Titre : Mémoires d'outre-tonneau
Éditeur : Boréal
Parution : 2010
Format : 148 pagesRésumé :
Premier roman de Victor-Lévy Beaulieu publié en 1968, alors qu'il était dans la jeune vingtaine, Mémoires d'outre-tonneau raconte la légende de Satan Belhumeur, un homme qui a quitté Montréal pour aller vivre dans un tonneau aux abords de Trois-Pistoles.

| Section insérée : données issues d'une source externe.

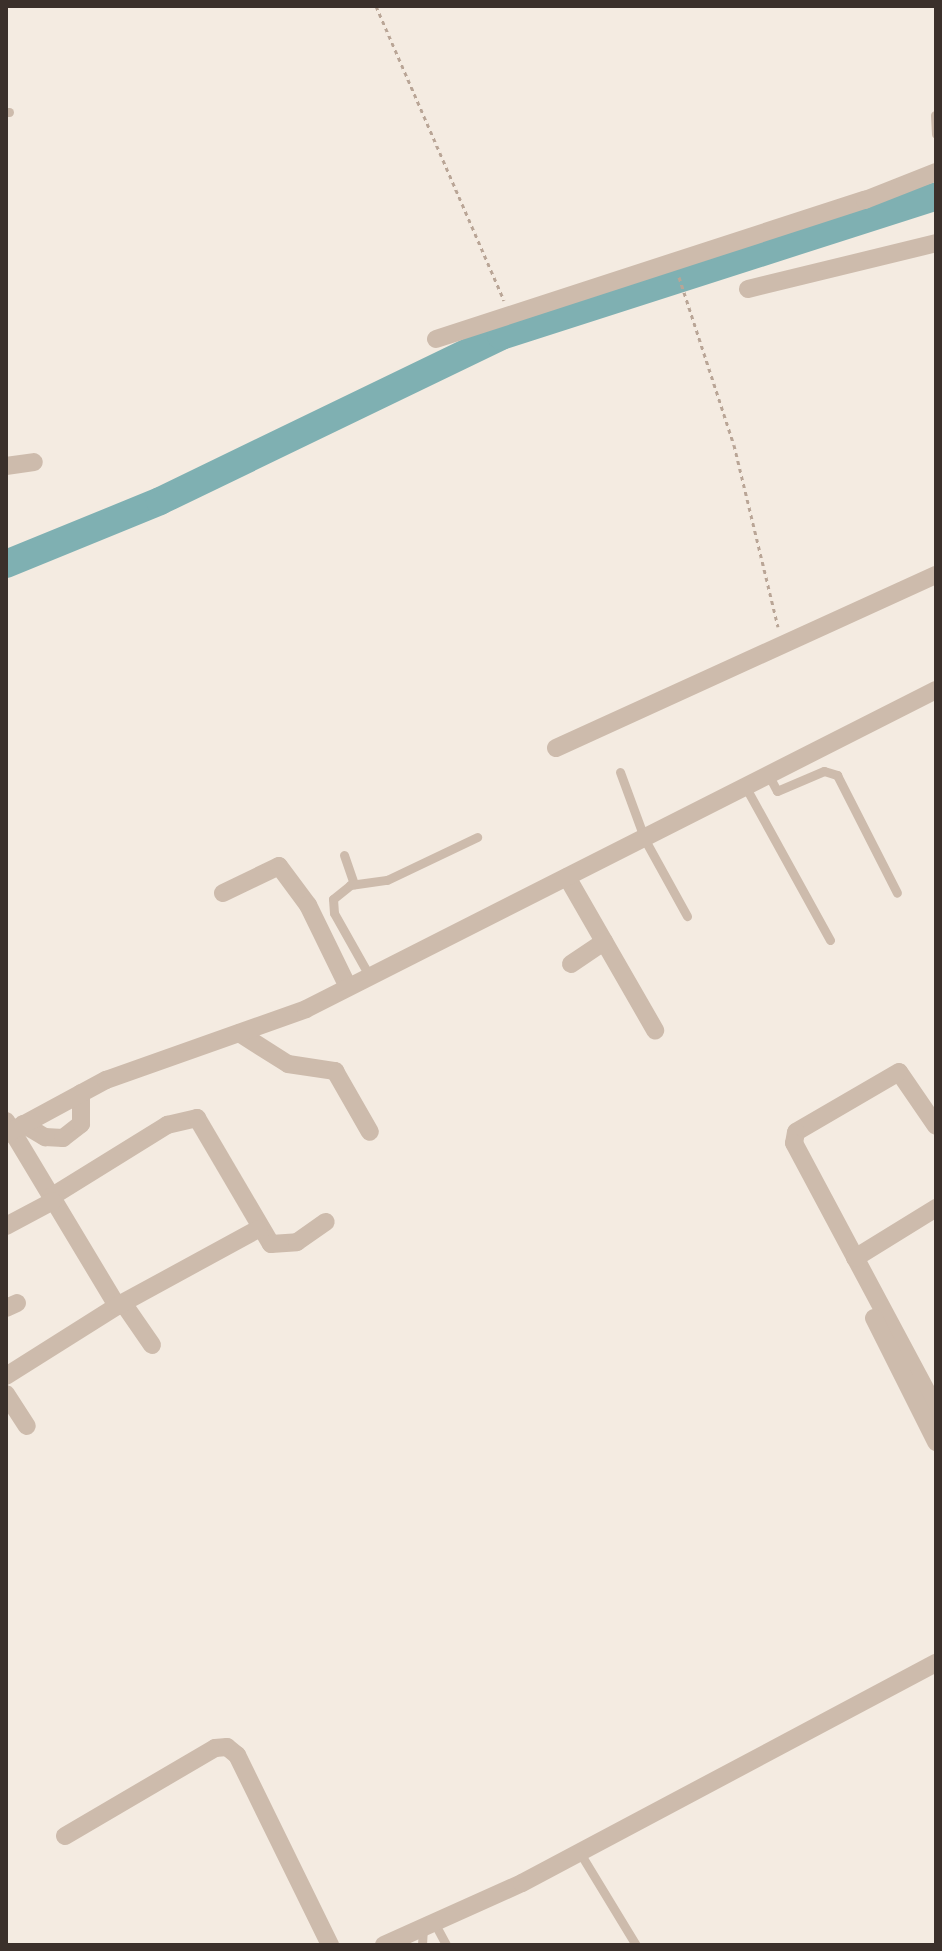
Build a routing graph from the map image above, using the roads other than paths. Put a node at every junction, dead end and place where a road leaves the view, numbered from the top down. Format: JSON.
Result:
{"nodes":[{"id":1,"x":935,"y":115,"type":"edge"},
{"id":2,"x":936,"y":134,"type":"edge"},
{"id":3,"x":936,"y":172,"type":"edge"},
{"id":4,"x":936,"y":243,"type":"edge"},
{"id":5,"x":748,"y":289,"type":"dead end"},
{"id":6,"x":436,"y":339,"type":"dead end"},
{"id":7,"x":34,"y":462,"type":"dead end"},
{"id":8,"x":6,"y":466,"type":"edge"},
{"id":9,"x":936,"y":575,"type":"edge"},
{"id":10,"x":936,"y":690,"type":"edge"},
{"id":11,"x":556,"y":748,"type":"dead end"},
{"id":12,"x":620,"y":772,"type":"dead end"},
{"id":13,"x":768,"y":774,"type":"junction"},
{"id":14,"x":745,"y":786,"type":"junction"},
{"id":15,"x":477,"y":837,"type":"dead end"},
{"id":16,"x":645,"y":840,"type":"junction"},
{"id":17,"x":344,"y":855,"type":"dead end"},
{"id":18,"x":567,"y":877,"type":"junction"},
{"id":19,"x":354,"y":884,"type":"junction"},
{"id":20,"x":223,"y":893,"type":"dead end"},
{"id":21,"x":897,"y":893,"type":"dead end"},
{"id":22,"x":687,"y":916,"type":"dead end"},
{"id":23,"x":830,"y":940,"type":"dead end"},
{"id":24,"x":604,"y":942,"type":"junction"},
{"id":25,"x":571,"y":964,"type":"dead end"},
{"id":26,"x":370,"y":977,"type":"junction"},
{"id":27,"x":348,"y":987,"type":"junction"},
{"id":28,"x":655,"y":1030,"type":"dead end"},
{"id":29,"x":239,"y":1033,"type":"junction"},
{"id":30,"x":81,"y":1093,"type":"junction"},
{"id":31,"x":936,"y":1126,"type":"edge"},
{"id":32,"x":12,"y":1128,"type":"edge"},
{"id":33,"x":370,"y":1132,"type":"dead end"},
{"id":34,"x":52,"y":1199,"type":"junction"},
{"id":35,"x":936,"y":1208,"type":"edge"},
{"id":36,"x":326,"y":1222,"type":"dead end"},
{"id":37,"x":6,"y":1226,"type":"edge"},
{"id":38,"x":258,"y":1229,"type":"junction"},
{"id":39,"x":855,"y":1258,"type":"junction"},
{"id":40,"x":120,"y":1305,"type":"junction"},
{"id":41,"x":874,"y":1318,"type":"dead end"},
{"id":42,"x":152,"y":1345,"type":"dead end"},
{"id":43,"x":6,"y":1376,"type":"edge"},
{"id":44,"x":6,"y":1394,"type":"edge"},
{"id":45,"x":936,"y":1409,"type":"edge"},
{"id":46,"x":27,"y":1426,"type":"dead end"},
{"id":47,"x":936,"y":1442,"type":"edge"},
{"id":48,"x":936,"y":1663,"type":"edge"},
{"id":49,"x":65,"y":1836,"type":"dead end"},
{"id":50,"x":580,"y":1853,"type":"junction"},
{"id":51,"x":427,"y":1932,"type":"edge"},
{"id":52,"x":330,"y":1945,"type":"edge"},
{"id":53,"x":384,"y":1945,"type":"edge"},
{"id":54,"x":446,"y":1945,"type":"edge"},
{"id":55,"x":636,"y":1945,"type":"edge"}],
"edges":[{"from":1,"to":2,"type":"lane"},
{"from":3,"to":6,"type":"street"},
{"from":4,"to":5,"type":"street"},
{"from":7,"to":8,"type":"street"},
{"from":9,"to":11,"type":"street"},
{"from":10,"to":13,"type":"street"},
{"from":12,"to":16,"type":"lane"},
{"from":13,"to":14,"type":"street"},
{"from":13,"to":21,"type":"lane"},
{"from":14,"to":16,"type":"street"},
{"from":14,"to":23,"type":"lane"},
{"from":15,"to":19,"type":"lane"},
{"from":16,"to":18,"type":"street"},
{"from":16,"to":22,"type":"lane"},
{"from":17,"to":19,"type":"lane"},
{"from":18,"to":24,"type":"street"},
{"from":18,"to":26,"type":"street"},
{"from":19,"to":26,"type":"lane"},
{"from":20,"to":27,"type":"street"},
{"from":24,"to":25,"type":"street"},
{"from":24,"to":28,"type":"street"},
{"from":26,"to":27,"type":"street"},
{"from":27,"to":29,"type":"street"},
{"from":29,"to":30,"type":"street"},
{"from":29,"to":33,"type":"street"},
{"from":30,"to":32,"type":"street"},
{"from":30,"to":32,"type":"street"},
{"from":31,"to":39,"type":"street"},
{"from":32,"to":34,"type":"street"},
{"from":34,"to":37,"type":"street"},
{"from":34,"to":38,"type":"street"},
{"from":34,"to":40,"type":"street"},
{"from":35,"to":39,"type":"street"},
{"from":36,"to":38,"type":"street"},
{"from":38,"to":40,"type":"street"},
{"from":39,"to":45,"type":"street"},
{"from":40,"to":42,"type":"street"},
{"from":40,"to":43,"type":"street"},
{"from":41,"to":47,"type":"street"},
{"from":44,"to":46,"type":"street"},
{"from":48,"to":50,"type":"street"},
{"from":49,"to":52,"type":"street"},
{"from":50,"to":51,"type":"street"},
{"from":50,"to":55,"type":"lane"},
{"from":51,"to":53,"type":"street"},
{"from":51,"to":54,"type":"lane"}]}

Évadé de l'asile St-Jean-de-Dieu, Satan est craint et ostracisé par les habitants du comté. Accusé de tous les maux, il résiste dans son antre, lieu d'exil intérieur. De son humble demeure, il nous livre sa révolte, sa quête de sens et son urgence d'écrire.
Ce que j'ai aimé :
-Sachant que j'allais passer mes vacances dans la région des Basques, je tenais mordicus à emporter avec moi un livre de Victor-Lévy Beaulieu. Ce livre, je l'ai lu à la lueur d'une lampe au propane, sous le ciel étoilé, près de l'odeur musquée des algues et de la danse des braises. Cela m'a mise dans l'ambiance pour me faire murmurer du légendaire, me faire miroiter des chimères et des sombres créatures. Avec ce roman, Victor-Lévy Beaulieu nous fait entrer dans un conte intime, une grotte aux luisances de l'enfer où se mêlent l'enfance, la folie et la passion pour l'écriture.

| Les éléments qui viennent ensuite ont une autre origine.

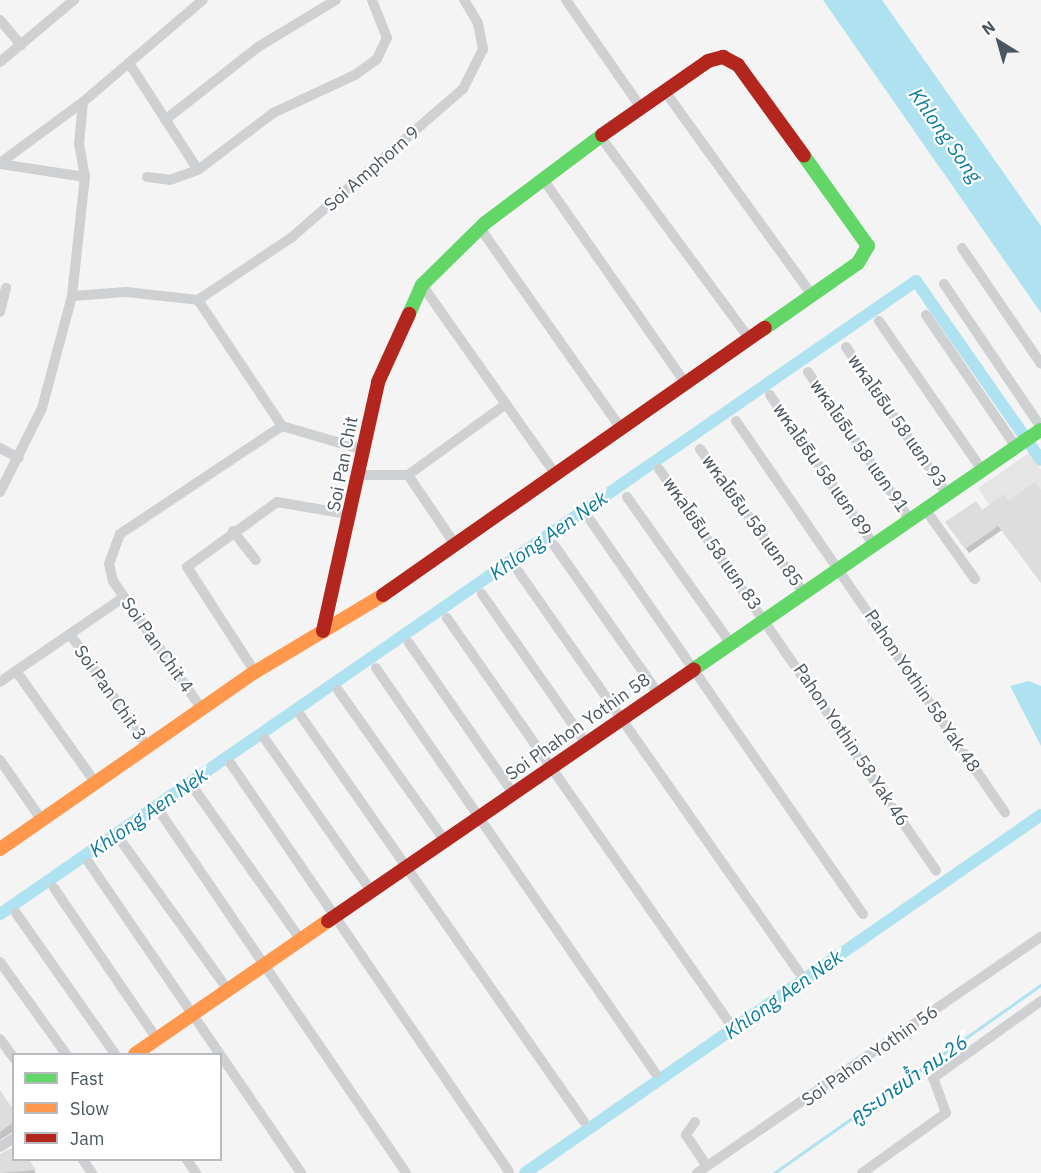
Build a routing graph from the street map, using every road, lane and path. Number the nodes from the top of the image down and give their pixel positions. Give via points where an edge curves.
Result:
1 (74, 0) edge
2 (203, 0) edge
3 (336, 0) edge
4 (372, 0) edge
5 (464, 0) edge
6 (566, 0) edge
7 (0, 20) edge
8 (21, 45) junction
9 (0, 62) edge
10 (129, 63) junction
11 (664, 90) junction
12 (83, 102) junction
13 (640, 106) junction
14 (165, 120) junction
15 (600, 136) junction
16 (0, 164) edge
17 (198, 170) junction
18 (85, 177) junction
19 (147, 177) dead end
20 (543, 179) junction
21 (480, 228) junction
22 (962, 248) dead end
23 (422, 285) junction
24 (945, 285) dead end
25 (6, 288) dead end
26 (812, 295) junction
27 (72, 296) junction
28 (198, 300) junction
29 (0, 312) edge
30 (926, 315) dead end
31 (879, 321) dead end
32 (749, 338) junction
33 (846, 347) dead end
34 (1041, 364) edge
35 (808, 372) dead end
36 (684, 381) junction
37 (770, 395) dead end
38 (506, 404) junction
39 (736, 421) dead end
40 (282, 426) junction
41 (619, 426) junction
42 (1031, 436) edge
43 (0, 448) edge
44 (700, 449) dead end
45 (364, 450) junction
46 (19, 458) junction
47 (659, 469) dead end
48 (982, 470) junction
49 (554, 472) junction
50 (360, 475) junction
51 (408, 476) junction
52 (0, 492) edge
53 (947, 494) junction
54 (627, 497) dead end
55 (925, 509) junction
56 (352, 515) junction
57 (588, 517) dead end
58 (910, 520) junction
59 (233, 531) junction
60 (454, 543) junction
61 (554, 544) dead end
62 (874, 545) junction
63 (256, 560) dead end
64 (839, 569) junction
65 (519, 571) dead end
66 (975, 579) dead end
67 (804, 593) junction
68 (482, 594) dead end
69 (124, 597) junction
70 (447, 618) dead end
71 (766, 619) junction
72 (323, 631) junction
73 (70, 634) junction
74 (409, 643) dead end
75 (730, 644) junction
76 (376, 668) dead end
77 (694, 669) junction
78 (16, 671) junction
79 (255, 672) junction
80 (0, 682) edge
81 (338, 690) dead end
82 (658, 693) junction
83 (201, 708) junction
84 (301, 716) dead end
85 (621, 720) junction
86 (266, 740) dead end
87 (586, 743) junction
88 (147, 747) junction
89 (0, 760) edge
90 (231, 764) dead end
91 (550, 768) junction
92 (95, 782) junction
93 (195, 790) dead end
94 (513, 793) junction
95 (1005, 812) dead end
96 (162, 815) dead end
97 (477, 818) junction
98 (41, 819) junction
99 (122, 841) dead end
100 (444, 841) junction
101 (0, 849) edge
102 (89, 863) dead end
103 (406, 867) junction
104 (936, 871) dead end
105 (54, 888) dead end
106 (371, 891) junction
107 (16, 913) dead end
108 (863, 914) dead end
109 (335, 916) junction
110 (1041, 937) edge
111 (301, 940) junction
112 (0, 962) edge
113 (264, 965) junction
114 (800, 973) dead end
115 (228, 990) junction
116 (1041, 1001) edge
117 (194, 1014) junction
118 (732, 1026) dead end
119 (0, 1039) edge
120 (157, 1039) junction
121 (65, 1053) edge
122 (114, 1053) edge
123 (136, 1053) edge
124 (220, 1053) edge
125 (12, 1055) edge
126 (222, 1056) edge
127 (655, 1073) dead end
128 (584, 1121) dead end
129 (695, 1122) dead end
130 (707, 1166) junction
131 (509, 1171) dead end
132 (301, 1173) edge
133 (406, 1173) edge
134 (697, 1173) edge
135 (862, 1173) edge

1 - 8 street
2 - 10 street
3 - 14 street via 258,47
4 - 17 street via 387,38 377,58 355,75 273,113
5 - 28 street, Soi Amphorn 9 via 478,23 483,49 476,71 364,179 292,237
6 - 13 street
7 - 8 street
8 - 9 street
10 - 12 street
10 - 14 street
11 - 13 street, Soi Pan Chit
11 - 26 street
11 - 26 street, Soi Pan Chit via 708,61 723,57 752,80 868,246 858,263
12 - 16 street
12 - 18 street via 79,144
13 - 15 street, Soi Pan Chit
14 - 17 street
15 - 20 street, Soi Pan Chit
15 - 32 street
16 - 18 street
17 - 19 street via 170,180
18 - 27 street
20 - 21 street, Soi Pan Chit
20 - 36 street
21 - 23 street, Soi Pan Chit
21 - 41 street
22 - 34 street
23 - 38 street
23 - 45 street, Soi Pan Chit via 378,382
24 - 42 street
25 - 29 street
26 - 32 street
27 - 28 street via 126,292
27 - 46 street via 50,385
28 - 40 street
30 - 42 street
31 - 48 street
32 - 36 street
33 - 53 street, พหลโยธิน 58 แยก 93
35 - 58 street, พหลโยธิน 58 แยก 91
36 - 41 street
37 - 62 street, พหลโยธิน 58 แยก 89
38 - 49 street
38 - 51 street
39 - 64 street, Pahon Yothin 58 Yak 48
40 - 45 street
40 - 69 street, Soi Pan Chit 4 via 120,534 109,564 113,581
41 - 49 street
42 - 48 street, Soi Phahon Yothin 58
43 - 46 street
44 - 67 street, พหลโยธิน 58 แยก 85
45 - 50 street, Soi Pan Chit
46 - 52 street
47 - 71 street, พหลโยธิน 58 แยก 83
48 - 53 street, Soi Phahon Yothin 58
49 - 60 street
50 - 51 street
50 - 56 street, Soi Pan Chit
51 - 60 street
53 - 55 street, Soi Phahon Yothin 58
54 - 75 street
55 - 58 street, Soi Phahon Yothin 58
55 - 66 street
56 - 59 street via 277,502
56 - 72 street, Soi Pan Chit
57 - 77 street
58 - 62 street, Soi Phahon Yothin 58
59 - 63 street
59 - 79 street via 191,561 187,573
60 - 72 street
61 - 82 street
62 - 64 street, Soi Phahon Yothin 58
64 - 67 street, Soi Phahon Yothin 58
64 - 95 street, Pahon Yothin 58 Yak 48
65 - 85 street
67 - 71 street, Soi Phahon Yothin 58
68 - 87 street
69 - 73 street, Soi Pan Chit 3
69 - 83 street, Soi Pan Chit 4
70 - 91 street
71 - 75 street, Soi Phahon Yothin 58
71 - 104 street, Pahon Yothin 58 Yak 46
72 - 79 street
73 - 78 street
73 - 88 street, Soi Pan Chit 3
74 - 94 street
75 - 77 street, Soi Phahon Yothin 58
76 - 97 street
77 - 82 street, Soi Phahon Yothin 58
77 - 108 street
78 - 80 street
78 - 92 street
79 - 83 street
81 - 100 street
82 - 85 street, Soi Phahon Yothin 58
83 - 88 street
84 - 103 street
85 - 87 street, Soi Phahon Yothin 58
85 - 114 street
86 - 106 street
87 - 91 street, Soi Phahon Yothin 58
88 - 92 street
89 - 98 street
90 - 109 street
91 - 94 street, Soi Phahon Yothin 58
91 - 118 street
92 - 98 street
93 - 111 street
94 - 97 street, Soi Phahon Yothin 58
96 - 113 street
97 - 100 street, Soi Phahon Yothin 58
97 - 127 street
98 - 101 street
99 - 115 street
100 - 103 street, Soi Phahon Yothin 58
102 - 117 street
103 - 106 street, Soi Phahon Yothin 58
103 - 128 street
105 - 120 street
106 - 109 street, Soi Phahon Yothin 58
107 - 122 street
109 - 111 street, Soi Phahon Yothin 58
109 - 131 street
110 - 130 street, Soi Pahon Yothin 56
111 - 113 street, Soi Phahon Yothin 58
112 - 121 street
113 - 115 street, Soi Phahon Yothin 58
113 - 133 street
115 - 117 street, Soi Phahon Yothin 58
116 - 135 street via 933,1078 946,1113
117 - 120 street, Soi Phahon Yothin 58
117 - 124 street
119 - 125 street
120 - 123 street, Soi Phahon Yothin 58
126 - 132 street
129 - 130 street via 686,1135
130 - 134 street, Soi Pahon Yothin 56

-Premier tome d'une oeuvre littéraire monumentale, on retrouve déjà dans ce roman une imagination débridée, une langue nouvelle qui nous offre des mots inventés, très sonores. Satan Belhumeur est un idéaliste qui veut ébranler le statut quo du train-train quotidien et la pétarade des biens-pensants. Il cherche sa place de par le monde, n'ayant pas trouvé la satisfaction escomptée lors de son passage à Paris ou dans les tours à bureaux de Montréal. Il reste un être incompris, qui ne se soumet à personne, sauf à sa fille Petite Chatte et à sa compagne Lumina, l'ensorceleuse. On le sent qui s'interroge et qui réfléchit sous cette couche de furie, enflammée de fabuleux. J'ai été séduite par l'humour, l'audace et l'originalité de son verbe provocateur. Puis touchée par cette recherche de vérité, loin des futilités et des mascarades.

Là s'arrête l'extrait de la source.